[What the task requires] Tally the lines in the records below that contain "type" and return only the result.

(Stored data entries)
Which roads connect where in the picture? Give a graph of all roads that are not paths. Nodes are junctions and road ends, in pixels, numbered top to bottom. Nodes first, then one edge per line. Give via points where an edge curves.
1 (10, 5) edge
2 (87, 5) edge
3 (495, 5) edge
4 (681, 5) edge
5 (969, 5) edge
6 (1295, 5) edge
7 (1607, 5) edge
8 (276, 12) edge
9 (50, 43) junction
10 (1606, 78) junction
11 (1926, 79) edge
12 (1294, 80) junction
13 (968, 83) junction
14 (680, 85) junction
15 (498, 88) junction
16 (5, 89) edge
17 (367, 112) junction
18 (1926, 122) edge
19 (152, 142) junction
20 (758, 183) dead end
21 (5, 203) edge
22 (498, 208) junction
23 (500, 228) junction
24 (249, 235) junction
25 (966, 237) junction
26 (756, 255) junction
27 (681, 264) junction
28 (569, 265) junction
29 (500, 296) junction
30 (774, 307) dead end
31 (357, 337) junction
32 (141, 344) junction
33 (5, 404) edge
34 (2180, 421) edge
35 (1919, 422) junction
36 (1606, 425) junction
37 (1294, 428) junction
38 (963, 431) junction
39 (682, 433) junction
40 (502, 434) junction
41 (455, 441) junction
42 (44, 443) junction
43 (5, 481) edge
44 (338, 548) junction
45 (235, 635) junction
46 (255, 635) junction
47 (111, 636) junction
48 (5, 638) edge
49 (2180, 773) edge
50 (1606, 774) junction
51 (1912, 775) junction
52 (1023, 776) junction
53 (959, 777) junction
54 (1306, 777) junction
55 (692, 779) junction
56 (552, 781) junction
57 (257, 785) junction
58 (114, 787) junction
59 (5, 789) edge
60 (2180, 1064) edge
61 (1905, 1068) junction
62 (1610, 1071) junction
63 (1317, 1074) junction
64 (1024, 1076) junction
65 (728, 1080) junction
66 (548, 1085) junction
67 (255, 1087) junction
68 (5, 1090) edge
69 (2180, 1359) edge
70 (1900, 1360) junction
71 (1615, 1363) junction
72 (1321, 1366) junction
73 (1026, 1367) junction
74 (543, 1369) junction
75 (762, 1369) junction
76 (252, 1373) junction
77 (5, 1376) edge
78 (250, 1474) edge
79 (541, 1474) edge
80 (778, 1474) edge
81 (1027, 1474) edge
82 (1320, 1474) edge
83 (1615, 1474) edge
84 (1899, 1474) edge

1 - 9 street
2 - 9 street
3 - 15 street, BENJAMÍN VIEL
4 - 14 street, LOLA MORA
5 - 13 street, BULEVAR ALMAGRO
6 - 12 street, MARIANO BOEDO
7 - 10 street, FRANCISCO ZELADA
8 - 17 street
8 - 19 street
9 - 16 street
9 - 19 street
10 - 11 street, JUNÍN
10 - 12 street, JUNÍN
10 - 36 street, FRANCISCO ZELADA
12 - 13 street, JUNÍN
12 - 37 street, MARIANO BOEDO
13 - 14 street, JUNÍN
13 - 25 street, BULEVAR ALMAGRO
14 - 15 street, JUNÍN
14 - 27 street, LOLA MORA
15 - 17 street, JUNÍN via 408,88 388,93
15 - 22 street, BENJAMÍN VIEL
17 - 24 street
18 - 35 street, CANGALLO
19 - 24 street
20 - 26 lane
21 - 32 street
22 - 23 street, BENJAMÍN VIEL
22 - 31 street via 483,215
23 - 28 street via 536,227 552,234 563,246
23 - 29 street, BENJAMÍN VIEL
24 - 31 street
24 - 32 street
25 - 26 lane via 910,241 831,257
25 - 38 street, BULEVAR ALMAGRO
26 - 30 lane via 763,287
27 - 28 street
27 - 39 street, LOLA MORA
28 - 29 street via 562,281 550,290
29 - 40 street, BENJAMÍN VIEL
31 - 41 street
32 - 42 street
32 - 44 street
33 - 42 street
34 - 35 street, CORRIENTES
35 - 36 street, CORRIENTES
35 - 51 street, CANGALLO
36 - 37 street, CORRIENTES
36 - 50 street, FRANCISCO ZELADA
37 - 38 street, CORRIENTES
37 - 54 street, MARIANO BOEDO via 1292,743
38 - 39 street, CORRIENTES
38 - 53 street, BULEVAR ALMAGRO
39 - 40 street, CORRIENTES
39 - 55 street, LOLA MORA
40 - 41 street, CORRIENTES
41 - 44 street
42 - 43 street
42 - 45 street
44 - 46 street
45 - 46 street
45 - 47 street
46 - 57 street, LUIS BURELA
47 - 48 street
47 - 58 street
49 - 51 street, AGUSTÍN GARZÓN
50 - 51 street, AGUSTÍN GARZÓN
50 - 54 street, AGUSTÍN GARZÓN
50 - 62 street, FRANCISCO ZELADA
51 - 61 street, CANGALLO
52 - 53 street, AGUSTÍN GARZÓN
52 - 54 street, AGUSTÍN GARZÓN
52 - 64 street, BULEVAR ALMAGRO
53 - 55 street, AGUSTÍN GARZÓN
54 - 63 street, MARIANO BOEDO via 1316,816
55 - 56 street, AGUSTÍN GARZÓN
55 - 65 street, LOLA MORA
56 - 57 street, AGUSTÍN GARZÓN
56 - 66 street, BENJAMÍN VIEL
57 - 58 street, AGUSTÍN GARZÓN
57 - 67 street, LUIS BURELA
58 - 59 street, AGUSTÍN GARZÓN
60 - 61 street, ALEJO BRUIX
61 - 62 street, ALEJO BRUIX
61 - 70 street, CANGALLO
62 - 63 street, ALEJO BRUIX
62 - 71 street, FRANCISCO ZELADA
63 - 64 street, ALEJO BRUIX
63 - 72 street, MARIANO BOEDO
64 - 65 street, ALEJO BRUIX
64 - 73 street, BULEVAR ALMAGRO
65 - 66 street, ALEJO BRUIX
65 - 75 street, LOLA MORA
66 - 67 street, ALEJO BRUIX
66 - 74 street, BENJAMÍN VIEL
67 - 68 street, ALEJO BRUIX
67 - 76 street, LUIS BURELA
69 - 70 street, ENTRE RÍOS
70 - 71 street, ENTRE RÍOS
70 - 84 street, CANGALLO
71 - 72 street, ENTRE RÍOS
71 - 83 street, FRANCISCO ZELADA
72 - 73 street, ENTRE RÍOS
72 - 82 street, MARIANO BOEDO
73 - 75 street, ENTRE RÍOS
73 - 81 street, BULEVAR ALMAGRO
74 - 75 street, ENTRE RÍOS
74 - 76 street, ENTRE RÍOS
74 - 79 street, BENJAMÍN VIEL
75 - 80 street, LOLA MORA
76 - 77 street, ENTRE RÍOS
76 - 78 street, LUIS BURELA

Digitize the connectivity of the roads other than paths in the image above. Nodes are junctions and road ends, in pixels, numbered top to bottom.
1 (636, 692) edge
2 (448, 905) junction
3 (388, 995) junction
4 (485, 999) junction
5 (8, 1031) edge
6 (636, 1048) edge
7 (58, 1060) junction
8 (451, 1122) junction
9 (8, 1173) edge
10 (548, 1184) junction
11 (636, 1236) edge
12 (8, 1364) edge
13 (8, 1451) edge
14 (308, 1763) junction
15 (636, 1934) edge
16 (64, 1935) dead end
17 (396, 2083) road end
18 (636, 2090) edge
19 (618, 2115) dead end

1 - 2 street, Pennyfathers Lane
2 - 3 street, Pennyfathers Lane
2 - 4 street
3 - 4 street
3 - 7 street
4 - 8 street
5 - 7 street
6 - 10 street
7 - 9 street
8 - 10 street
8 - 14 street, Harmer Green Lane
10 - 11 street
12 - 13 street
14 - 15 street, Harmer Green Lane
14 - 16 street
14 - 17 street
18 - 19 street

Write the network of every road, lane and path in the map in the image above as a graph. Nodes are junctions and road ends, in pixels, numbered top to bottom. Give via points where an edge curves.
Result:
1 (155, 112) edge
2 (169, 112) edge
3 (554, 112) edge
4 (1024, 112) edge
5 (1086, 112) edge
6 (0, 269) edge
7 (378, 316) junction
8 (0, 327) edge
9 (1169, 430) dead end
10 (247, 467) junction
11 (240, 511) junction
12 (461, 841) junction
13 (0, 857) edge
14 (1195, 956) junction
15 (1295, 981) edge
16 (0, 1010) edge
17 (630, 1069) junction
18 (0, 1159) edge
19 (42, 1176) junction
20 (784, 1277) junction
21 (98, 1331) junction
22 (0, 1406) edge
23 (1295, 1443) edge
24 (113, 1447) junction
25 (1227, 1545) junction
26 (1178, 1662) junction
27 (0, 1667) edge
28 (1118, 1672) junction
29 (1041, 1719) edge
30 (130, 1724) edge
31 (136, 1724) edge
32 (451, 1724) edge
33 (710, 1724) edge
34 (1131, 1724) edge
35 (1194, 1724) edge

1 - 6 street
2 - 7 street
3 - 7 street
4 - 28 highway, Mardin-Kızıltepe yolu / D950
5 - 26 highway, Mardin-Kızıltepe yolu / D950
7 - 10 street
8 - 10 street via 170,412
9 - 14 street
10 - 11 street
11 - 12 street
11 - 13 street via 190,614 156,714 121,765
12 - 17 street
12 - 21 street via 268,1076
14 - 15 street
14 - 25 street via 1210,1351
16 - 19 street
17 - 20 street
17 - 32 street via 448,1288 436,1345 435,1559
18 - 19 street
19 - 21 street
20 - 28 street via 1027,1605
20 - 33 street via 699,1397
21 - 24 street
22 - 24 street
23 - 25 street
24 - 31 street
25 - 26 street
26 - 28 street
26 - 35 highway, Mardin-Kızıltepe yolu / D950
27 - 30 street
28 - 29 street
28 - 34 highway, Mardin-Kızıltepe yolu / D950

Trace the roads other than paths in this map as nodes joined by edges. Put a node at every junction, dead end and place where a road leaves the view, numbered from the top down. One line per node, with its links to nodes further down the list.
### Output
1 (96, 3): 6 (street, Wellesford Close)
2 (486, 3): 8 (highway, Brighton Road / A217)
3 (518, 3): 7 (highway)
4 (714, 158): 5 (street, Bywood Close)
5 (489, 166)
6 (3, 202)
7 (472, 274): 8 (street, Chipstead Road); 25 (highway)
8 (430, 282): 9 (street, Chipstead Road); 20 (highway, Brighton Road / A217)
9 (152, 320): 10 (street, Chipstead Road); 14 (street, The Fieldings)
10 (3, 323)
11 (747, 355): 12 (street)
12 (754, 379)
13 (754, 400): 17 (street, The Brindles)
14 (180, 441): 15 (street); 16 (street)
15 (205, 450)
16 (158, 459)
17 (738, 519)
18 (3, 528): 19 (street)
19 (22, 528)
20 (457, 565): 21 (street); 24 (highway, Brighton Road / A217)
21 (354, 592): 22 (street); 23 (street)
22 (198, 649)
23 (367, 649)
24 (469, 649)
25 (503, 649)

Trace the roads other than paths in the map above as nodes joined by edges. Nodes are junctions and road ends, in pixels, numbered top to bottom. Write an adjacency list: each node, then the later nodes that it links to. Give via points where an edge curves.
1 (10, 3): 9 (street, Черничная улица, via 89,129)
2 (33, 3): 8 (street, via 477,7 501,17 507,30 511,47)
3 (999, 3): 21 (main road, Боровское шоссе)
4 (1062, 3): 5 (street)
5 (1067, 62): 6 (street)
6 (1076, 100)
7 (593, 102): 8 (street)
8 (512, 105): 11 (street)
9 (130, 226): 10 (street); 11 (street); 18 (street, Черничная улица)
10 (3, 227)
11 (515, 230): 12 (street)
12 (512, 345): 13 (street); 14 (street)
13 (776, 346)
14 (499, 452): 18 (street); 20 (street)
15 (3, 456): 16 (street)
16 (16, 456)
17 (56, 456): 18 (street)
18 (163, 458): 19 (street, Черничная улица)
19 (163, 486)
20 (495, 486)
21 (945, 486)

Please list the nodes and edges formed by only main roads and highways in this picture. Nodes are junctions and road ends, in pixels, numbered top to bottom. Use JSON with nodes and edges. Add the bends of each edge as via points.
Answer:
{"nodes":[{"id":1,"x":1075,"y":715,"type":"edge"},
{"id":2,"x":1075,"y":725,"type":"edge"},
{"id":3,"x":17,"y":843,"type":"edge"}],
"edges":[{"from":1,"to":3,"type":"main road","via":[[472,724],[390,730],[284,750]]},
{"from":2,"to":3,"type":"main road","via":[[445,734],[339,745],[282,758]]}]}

[Your response] 5